Warning of the danger of falling part of the sacks in the port of Beirut | Arab and international news

The Lebanese authorities warned today, Wednesday, that the cracked northern part of the grain silos in the port of Beirut is in danger of “falling”, nearly two weeks following the fire broke out, at a time when Lebanon celebrates, next week, the second anniversary of the horrific explosion.

The Minister of Environment in the caretaker government, Nasser Yassin, told Prime Minister-designate Najib Mikati, according to a statement from the latter’s office, that the monitoring and sensors in the silos “detected changes in the bending speed from 2 mm per day to 2.5 mm per hour for the northern group of silos that She is in danger of falling.”

The warning comes two weeks following a fire broke out in the northern part of Al-Ahrat, which, according to the authorities and experts, resulted from the fermentation of grain stocks with high temperatures and humidity. Attempting to put out the fires by spraying water in the previous days increased the moisture of the grains.

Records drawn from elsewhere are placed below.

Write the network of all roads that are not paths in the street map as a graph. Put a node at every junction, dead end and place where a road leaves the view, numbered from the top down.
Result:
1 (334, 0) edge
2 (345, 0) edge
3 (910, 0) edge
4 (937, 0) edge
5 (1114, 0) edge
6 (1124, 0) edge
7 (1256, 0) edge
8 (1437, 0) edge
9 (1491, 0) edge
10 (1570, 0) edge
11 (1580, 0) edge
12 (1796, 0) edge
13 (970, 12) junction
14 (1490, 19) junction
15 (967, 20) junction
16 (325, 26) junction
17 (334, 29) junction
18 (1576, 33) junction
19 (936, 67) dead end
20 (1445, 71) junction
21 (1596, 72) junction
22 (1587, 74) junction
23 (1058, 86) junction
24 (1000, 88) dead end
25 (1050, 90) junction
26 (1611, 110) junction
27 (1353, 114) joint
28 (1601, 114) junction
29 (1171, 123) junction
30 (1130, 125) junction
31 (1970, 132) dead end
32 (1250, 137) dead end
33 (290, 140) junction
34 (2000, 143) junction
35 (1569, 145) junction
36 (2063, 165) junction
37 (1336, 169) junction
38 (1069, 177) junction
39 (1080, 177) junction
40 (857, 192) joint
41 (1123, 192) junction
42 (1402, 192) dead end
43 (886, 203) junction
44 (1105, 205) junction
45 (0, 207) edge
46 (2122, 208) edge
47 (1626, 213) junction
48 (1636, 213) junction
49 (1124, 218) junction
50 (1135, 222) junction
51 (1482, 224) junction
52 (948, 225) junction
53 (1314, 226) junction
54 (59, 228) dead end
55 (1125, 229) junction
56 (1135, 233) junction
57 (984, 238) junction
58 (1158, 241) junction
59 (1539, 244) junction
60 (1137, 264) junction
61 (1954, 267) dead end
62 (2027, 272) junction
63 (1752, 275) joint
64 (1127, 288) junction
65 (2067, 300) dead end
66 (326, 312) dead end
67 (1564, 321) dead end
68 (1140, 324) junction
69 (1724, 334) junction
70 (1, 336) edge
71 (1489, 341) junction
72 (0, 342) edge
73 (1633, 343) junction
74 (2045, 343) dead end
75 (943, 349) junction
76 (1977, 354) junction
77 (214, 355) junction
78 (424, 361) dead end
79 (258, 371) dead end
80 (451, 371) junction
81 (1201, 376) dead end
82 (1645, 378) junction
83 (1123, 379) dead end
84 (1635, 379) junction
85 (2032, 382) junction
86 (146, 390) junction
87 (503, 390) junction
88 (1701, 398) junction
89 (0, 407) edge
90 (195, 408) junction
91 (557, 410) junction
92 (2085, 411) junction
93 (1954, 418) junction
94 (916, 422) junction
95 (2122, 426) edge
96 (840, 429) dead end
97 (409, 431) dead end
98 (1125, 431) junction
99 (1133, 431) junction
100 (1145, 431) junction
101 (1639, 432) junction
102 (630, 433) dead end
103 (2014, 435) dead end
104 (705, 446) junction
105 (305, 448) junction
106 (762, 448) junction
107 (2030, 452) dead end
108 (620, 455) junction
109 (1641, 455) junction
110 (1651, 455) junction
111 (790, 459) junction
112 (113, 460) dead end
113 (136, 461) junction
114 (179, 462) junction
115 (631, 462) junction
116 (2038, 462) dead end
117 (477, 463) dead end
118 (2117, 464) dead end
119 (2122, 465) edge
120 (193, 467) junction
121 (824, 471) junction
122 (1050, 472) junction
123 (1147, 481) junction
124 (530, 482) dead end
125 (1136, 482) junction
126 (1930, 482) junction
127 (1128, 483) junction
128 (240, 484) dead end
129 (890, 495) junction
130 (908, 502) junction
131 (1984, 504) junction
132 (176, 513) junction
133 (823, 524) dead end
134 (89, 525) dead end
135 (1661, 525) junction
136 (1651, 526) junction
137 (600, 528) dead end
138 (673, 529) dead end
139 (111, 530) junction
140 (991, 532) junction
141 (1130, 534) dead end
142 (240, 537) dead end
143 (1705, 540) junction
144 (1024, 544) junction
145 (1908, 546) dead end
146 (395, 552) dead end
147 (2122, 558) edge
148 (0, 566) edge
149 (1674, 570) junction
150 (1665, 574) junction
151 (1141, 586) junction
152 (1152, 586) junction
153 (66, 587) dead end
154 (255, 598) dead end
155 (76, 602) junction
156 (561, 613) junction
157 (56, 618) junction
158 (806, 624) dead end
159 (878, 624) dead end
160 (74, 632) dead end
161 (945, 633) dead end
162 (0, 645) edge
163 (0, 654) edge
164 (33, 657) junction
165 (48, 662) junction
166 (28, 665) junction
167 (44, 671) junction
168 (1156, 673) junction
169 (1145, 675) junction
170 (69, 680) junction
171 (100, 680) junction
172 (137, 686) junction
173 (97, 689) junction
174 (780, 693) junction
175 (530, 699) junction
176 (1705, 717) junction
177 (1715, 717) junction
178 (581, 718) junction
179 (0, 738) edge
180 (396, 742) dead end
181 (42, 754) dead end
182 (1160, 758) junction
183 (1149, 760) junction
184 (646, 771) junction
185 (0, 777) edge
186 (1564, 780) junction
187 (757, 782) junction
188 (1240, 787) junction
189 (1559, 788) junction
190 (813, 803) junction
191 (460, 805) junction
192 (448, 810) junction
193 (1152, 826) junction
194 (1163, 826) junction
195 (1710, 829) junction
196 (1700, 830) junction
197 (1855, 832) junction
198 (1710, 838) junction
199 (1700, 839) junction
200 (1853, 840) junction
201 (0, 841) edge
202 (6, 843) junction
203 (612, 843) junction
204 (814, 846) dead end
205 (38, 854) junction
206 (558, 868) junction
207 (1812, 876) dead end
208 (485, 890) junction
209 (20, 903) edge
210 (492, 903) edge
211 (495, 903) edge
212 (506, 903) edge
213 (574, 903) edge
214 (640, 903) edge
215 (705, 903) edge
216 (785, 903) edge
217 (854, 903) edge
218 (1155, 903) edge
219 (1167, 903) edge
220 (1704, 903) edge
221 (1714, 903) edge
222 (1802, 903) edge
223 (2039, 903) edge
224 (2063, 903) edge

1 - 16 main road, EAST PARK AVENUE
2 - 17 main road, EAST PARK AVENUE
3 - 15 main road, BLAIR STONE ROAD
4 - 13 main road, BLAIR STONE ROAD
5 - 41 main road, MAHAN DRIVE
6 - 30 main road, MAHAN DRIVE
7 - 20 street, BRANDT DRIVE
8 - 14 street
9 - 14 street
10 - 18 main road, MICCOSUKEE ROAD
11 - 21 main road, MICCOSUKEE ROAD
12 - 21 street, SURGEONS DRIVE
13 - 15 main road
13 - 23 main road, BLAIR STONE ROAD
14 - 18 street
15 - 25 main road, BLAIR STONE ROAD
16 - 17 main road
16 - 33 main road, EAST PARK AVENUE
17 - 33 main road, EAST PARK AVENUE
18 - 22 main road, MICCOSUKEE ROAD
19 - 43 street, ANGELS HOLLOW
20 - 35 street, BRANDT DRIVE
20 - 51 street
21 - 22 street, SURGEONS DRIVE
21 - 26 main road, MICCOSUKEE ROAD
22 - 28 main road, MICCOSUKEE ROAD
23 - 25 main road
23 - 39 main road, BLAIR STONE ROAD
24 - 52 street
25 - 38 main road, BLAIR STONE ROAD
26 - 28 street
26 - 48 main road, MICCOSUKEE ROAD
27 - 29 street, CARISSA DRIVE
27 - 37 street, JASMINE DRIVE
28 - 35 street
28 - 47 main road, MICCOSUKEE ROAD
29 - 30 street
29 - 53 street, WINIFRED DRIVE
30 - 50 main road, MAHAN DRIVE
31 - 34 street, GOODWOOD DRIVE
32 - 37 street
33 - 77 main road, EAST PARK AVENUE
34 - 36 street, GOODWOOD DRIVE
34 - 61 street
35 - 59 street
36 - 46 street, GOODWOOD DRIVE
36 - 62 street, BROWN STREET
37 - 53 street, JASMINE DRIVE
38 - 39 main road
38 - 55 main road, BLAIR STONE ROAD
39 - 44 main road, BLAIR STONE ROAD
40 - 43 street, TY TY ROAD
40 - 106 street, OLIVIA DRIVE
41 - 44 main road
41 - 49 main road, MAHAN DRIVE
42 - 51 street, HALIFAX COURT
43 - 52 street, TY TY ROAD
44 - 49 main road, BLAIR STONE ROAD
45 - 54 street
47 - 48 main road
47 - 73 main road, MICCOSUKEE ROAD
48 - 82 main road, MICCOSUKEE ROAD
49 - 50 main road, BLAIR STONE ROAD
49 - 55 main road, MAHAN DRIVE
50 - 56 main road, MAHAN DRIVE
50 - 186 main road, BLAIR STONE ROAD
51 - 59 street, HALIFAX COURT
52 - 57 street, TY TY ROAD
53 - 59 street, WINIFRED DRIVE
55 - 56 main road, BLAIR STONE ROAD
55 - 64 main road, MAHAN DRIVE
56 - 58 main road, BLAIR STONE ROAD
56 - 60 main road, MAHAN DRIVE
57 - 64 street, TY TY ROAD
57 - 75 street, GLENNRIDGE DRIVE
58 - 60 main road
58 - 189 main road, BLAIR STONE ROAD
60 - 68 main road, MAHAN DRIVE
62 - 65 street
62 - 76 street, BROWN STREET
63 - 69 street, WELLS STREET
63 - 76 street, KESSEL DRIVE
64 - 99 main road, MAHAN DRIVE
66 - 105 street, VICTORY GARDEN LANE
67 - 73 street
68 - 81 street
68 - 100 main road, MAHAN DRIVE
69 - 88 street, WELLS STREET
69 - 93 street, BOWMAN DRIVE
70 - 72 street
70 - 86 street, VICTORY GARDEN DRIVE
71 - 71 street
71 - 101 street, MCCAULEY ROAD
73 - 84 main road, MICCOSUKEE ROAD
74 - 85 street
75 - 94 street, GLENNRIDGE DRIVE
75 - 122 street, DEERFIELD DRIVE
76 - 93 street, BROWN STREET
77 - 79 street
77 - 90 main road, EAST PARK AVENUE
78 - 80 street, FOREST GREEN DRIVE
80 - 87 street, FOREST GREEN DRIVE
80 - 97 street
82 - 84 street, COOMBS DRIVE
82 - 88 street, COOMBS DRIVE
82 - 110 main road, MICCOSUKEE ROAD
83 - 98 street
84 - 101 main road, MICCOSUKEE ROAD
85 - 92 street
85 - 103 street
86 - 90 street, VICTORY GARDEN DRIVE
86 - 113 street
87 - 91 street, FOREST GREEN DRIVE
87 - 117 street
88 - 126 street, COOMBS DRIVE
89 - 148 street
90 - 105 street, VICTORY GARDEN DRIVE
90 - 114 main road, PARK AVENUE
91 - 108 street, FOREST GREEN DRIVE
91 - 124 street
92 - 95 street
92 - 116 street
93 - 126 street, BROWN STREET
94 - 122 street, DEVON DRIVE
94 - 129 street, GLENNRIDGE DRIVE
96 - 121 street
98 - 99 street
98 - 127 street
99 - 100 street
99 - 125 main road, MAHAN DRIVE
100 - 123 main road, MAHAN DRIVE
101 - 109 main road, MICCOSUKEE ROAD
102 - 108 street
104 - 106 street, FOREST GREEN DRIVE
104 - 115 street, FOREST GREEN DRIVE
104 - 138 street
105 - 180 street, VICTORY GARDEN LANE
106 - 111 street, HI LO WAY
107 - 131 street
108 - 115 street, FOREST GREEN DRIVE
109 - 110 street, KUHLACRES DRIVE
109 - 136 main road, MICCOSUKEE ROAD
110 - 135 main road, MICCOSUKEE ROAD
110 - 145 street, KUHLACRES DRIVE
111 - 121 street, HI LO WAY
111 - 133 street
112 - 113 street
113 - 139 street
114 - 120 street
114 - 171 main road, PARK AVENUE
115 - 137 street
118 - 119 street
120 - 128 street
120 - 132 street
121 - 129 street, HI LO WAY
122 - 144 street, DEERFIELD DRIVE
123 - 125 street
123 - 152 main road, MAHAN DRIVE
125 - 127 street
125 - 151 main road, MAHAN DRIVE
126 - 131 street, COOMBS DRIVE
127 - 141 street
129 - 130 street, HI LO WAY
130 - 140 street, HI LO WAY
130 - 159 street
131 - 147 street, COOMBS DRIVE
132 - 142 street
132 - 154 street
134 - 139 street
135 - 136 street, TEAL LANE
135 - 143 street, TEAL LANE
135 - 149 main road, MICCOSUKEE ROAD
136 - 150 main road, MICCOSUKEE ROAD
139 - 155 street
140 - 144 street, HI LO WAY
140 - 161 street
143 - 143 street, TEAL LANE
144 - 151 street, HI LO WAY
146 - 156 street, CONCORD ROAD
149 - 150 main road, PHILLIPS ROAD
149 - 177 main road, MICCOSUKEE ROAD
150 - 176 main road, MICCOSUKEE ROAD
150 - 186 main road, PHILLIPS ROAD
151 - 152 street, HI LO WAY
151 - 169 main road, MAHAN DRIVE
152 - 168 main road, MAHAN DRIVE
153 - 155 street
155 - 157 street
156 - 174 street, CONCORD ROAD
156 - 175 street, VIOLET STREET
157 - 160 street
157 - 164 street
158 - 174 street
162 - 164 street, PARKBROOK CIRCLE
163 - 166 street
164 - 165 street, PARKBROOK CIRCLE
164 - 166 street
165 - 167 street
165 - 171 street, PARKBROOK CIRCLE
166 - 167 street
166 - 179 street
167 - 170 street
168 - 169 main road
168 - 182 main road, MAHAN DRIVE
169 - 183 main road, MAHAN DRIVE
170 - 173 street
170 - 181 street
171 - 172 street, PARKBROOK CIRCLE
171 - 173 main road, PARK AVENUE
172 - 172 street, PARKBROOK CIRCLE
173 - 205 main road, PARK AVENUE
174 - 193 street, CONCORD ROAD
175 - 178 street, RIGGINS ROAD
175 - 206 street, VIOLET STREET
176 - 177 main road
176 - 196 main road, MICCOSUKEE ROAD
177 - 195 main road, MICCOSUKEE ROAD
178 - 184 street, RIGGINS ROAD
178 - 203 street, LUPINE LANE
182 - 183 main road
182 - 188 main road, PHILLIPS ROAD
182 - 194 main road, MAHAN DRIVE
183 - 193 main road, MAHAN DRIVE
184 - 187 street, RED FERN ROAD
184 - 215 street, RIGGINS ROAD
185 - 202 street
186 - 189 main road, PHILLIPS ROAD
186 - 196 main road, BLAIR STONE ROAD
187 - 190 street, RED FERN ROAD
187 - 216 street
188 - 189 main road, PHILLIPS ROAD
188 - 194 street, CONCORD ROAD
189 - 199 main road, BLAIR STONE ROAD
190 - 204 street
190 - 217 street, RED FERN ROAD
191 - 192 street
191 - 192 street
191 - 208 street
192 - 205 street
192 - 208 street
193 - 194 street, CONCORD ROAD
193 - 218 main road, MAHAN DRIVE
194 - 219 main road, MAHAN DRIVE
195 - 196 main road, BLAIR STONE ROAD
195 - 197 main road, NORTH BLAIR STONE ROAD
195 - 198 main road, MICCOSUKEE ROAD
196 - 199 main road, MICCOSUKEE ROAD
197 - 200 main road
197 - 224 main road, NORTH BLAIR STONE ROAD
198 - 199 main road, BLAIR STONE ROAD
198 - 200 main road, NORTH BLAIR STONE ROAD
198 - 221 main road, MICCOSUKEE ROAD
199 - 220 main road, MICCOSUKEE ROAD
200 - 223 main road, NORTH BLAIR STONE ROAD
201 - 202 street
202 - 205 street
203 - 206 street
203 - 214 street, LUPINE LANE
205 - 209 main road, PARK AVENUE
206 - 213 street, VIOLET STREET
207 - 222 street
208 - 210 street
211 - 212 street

The fire brought to the minds of the Lebanese people scenes from the August 4, 2020, explosion, which killed more than two hundred people, injured more than 6,500 others, and caused widespread destruction to the port and a number of neighborhoods in the capital.

Mikati instructed the concerned agencies to “prevent any of the workers or members of the civil defense and the fire brigade from approaching them in order to preserve their safety.” He also asked “the army and the Disaster Management Authority to prepare in anticipation of the fall of parts of the building.”

According to the Ministry of Environment, the southern silos are still standing, without any movements threatening their safety.

Some silos contain regarding three thousand tons of wheat and grain, which might not be unloaded due to the danger of working near them, fearing that this would accelerate “the movement of the structure of the silos that was already cracked and the collapse of large parts of them,” according to the authorities.

The Ministry of Environment and Public Health issued preventive directives, the day before yesterday, regarding the emission of dust consisting of construction waste and some fungi from rotting grains in the event of the fall of the northern silos. The most prominent of these included the necessity of evacuating the port immediately, placing high-effective masks, closing doors and windows in the area surrounding the port for 24 hours, and wearing masks outside.

Last April, the government took a decision to demolish the swabs out of concern for public safety, but suspended its implementation following objections submitted by civil groups and the committee of families of the victims of the port explosion, which demanded that the swabs be turned into a teacher who witnessed the explosion.

The explosion resulted, according to the authorities, from storing large quantities of ammonium nitrate inside the port without preventive measures, following the outbreak of a fire whose causes were unknown. It later emerged that officials at several levels were aware of the dangers of storing the material and did nothing.

The judicial investigations, which have been suspended for months, have not made any progress, in light of political interference and lawsuits once morest the judicial investigator, which are successively filed by a number of defendants, including current MPs and former ministers.